» **Provided entries**
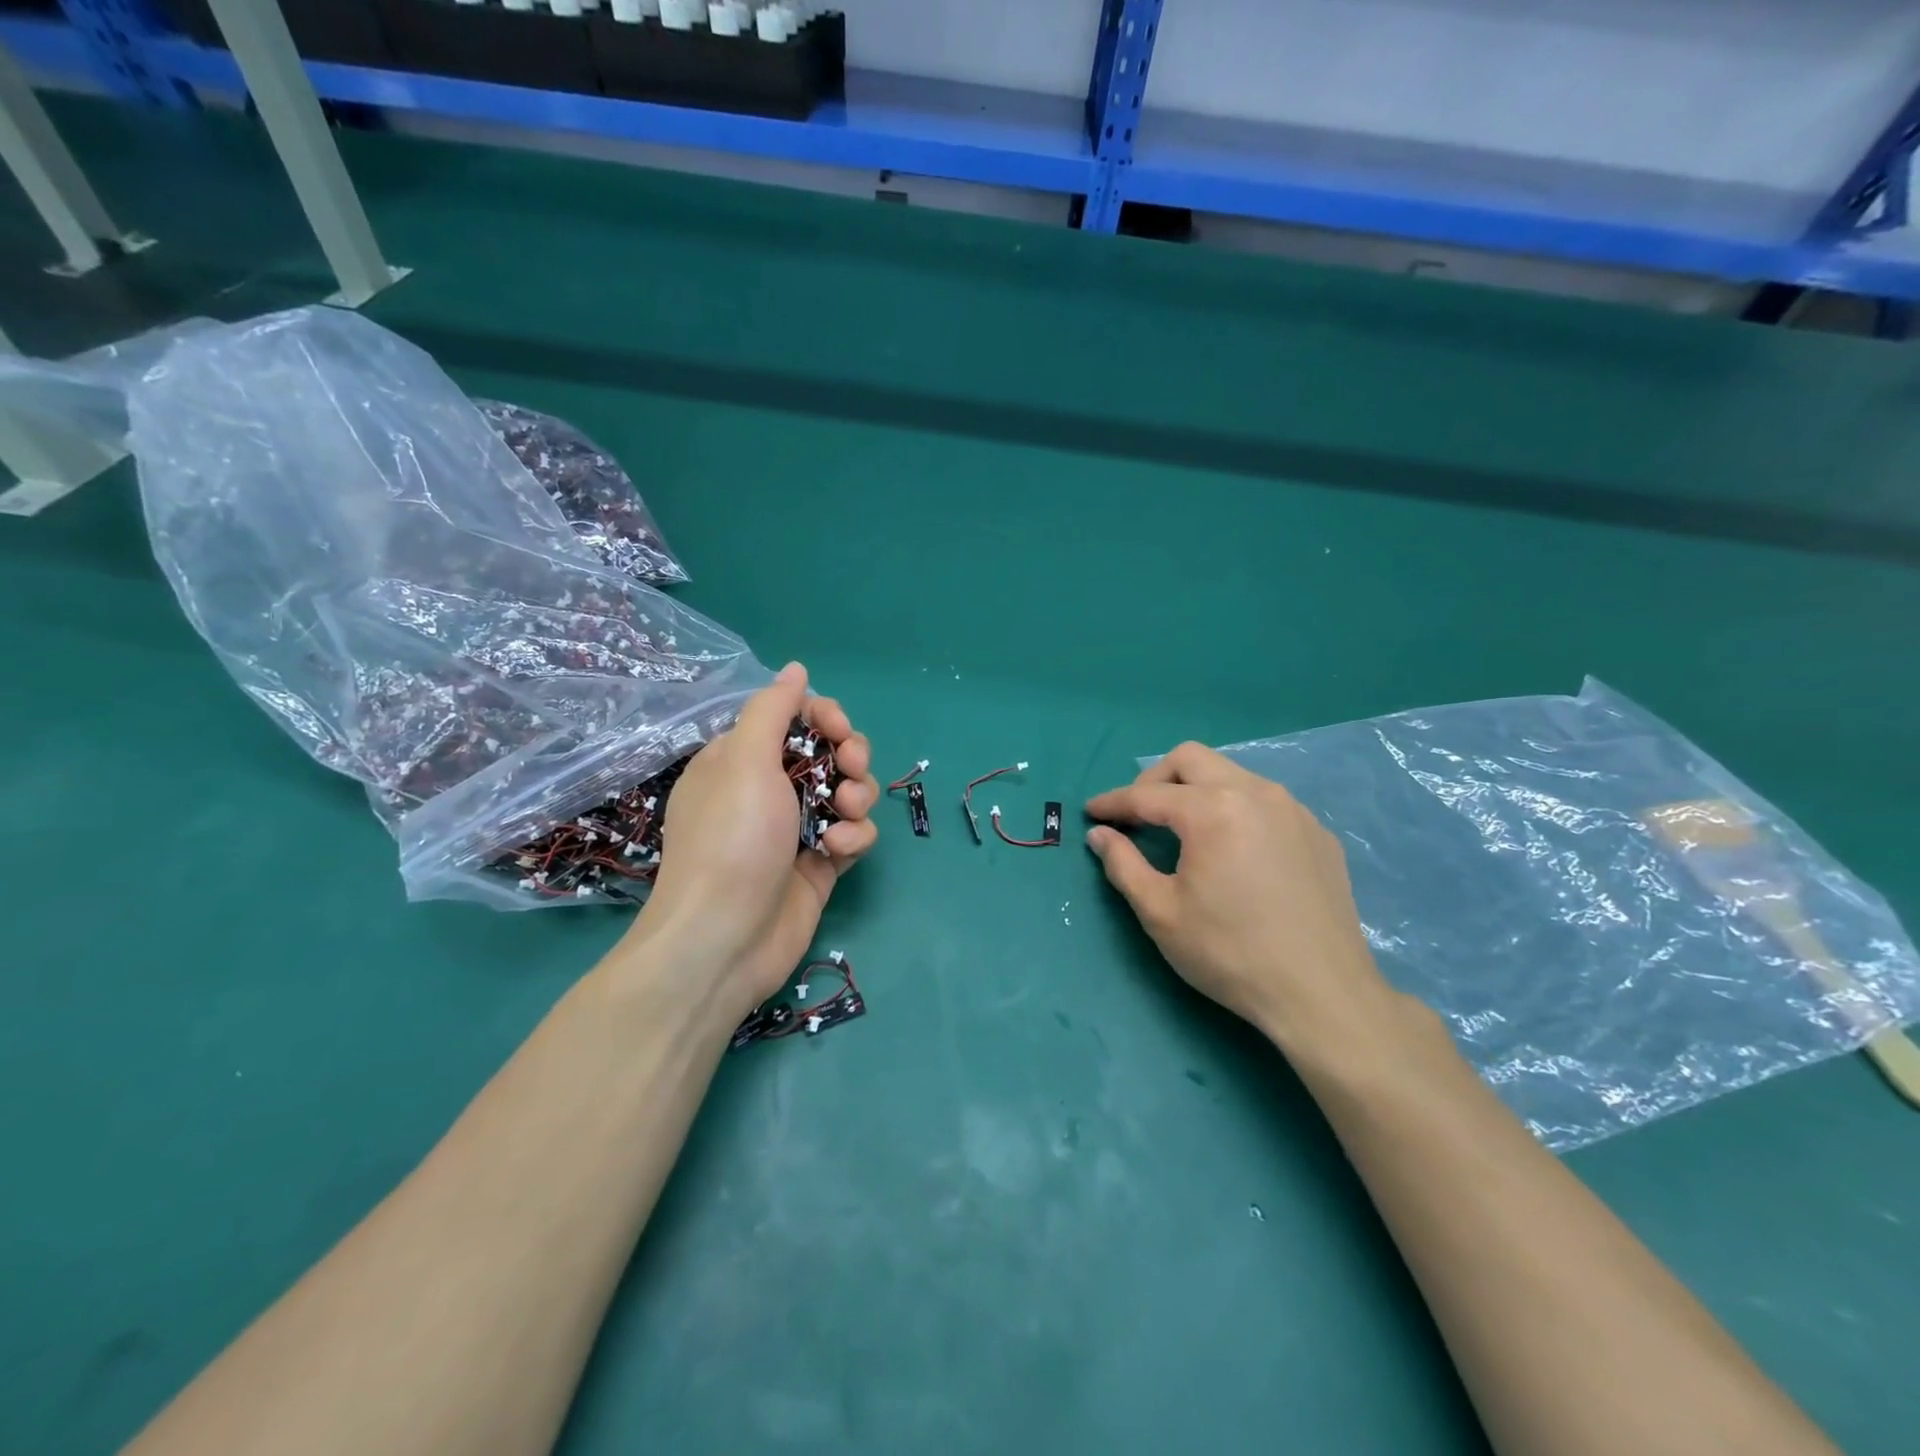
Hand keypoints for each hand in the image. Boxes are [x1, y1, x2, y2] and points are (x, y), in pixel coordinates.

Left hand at [632, 663, 877, 1017]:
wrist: (726, 938)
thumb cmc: (732, 838)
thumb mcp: (744, 760)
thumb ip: (773, 710)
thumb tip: (795, 668)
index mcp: (741, 759)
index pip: (794, 720)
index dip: (824, 718)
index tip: (838, 730)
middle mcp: (769, 789)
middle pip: (828, 753)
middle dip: (848, 757)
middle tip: (849, 770)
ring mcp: (796, 828)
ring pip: (847, 792)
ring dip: (857, 796)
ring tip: (845, 814)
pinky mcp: (820, 864)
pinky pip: (852, 834)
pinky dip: (853, 837)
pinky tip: (839, 851)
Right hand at [1085, 742, 1396, 1051]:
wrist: (1322, 994)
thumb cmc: (1229, 953)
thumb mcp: (1160, 912)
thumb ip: (1123, 864)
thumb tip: (1100, 834)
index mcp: (1212, 810)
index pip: (1147, 794)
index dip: (1113, 803)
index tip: (1091, 812)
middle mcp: (1255, 793)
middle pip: (1191, 759)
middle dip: (1154, 780)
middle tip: (1138, 816)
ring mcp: (1294, 810)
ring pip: (1232, 774)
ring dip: (1197, 790)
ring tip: (1183, 830)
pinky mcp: (1318, 833)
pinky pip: (1265, 802)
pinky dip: (1235, 810)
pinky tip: (1234, 851)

» **Action item**
Retype all of the entries exactly as written, leaving out any images.

» **Expected output**
Hand keypoints for each hand in the image. Boxes are [x1, y1, x2, y2] and points are (x, y), in pixel coordinates.

Left hand at [632, 663, 877, 1017]:
wrist: (726, 938)
thumb cmc: (732, 838)
thumb mcp: (744, 760)
thumb ip: (773, 710)
thumb tip: (795, 668)
index mcp: (741, 759)
index pip: (794, 720)
index dip: (824, 718)
index tip: (838, 730)
middle mcp: (769, 789)
middle pip: (828, 753)
middle dip: (848, 757)
middle tip: (849, 770)
ring mcp: (796, 828)
ring pip: (847, 792)
ring dip: (857, 796)
ring tip: (845, 814)
pinky mcp: (820, 864)
pinky pip: (852, 834)
pinky dip: (853, 837)
pinky tip: (839, 851)
Right hand at [1085, 742, 1396, 1051]:
wrist: (1322, 994)
thumb cmc: (1229, 953)
thumb mcp: (1160, 912)
thumb ip: (1123, 864)
thumb tip: (1100, 834)
index mcp: (1212, 810)
index pip: (1147, 794)
index dip: (1113, 803)
index tip: (1091, 812)
middle mcp: (1255, 793)
middle pip: (1191, 759)
middle dip: (1154, 780)
middle tip: (1138, 816)
ring mcp: (1294, 810)
ring pip: (1232, 774)
ring dip: (1197, 790)
ring tip: (1183, 830)
pinky mcp: (1318, 833)
pinky pip: (1265, 802)
pinky dip: (1235, 810)
pinky tip: (1234, 851)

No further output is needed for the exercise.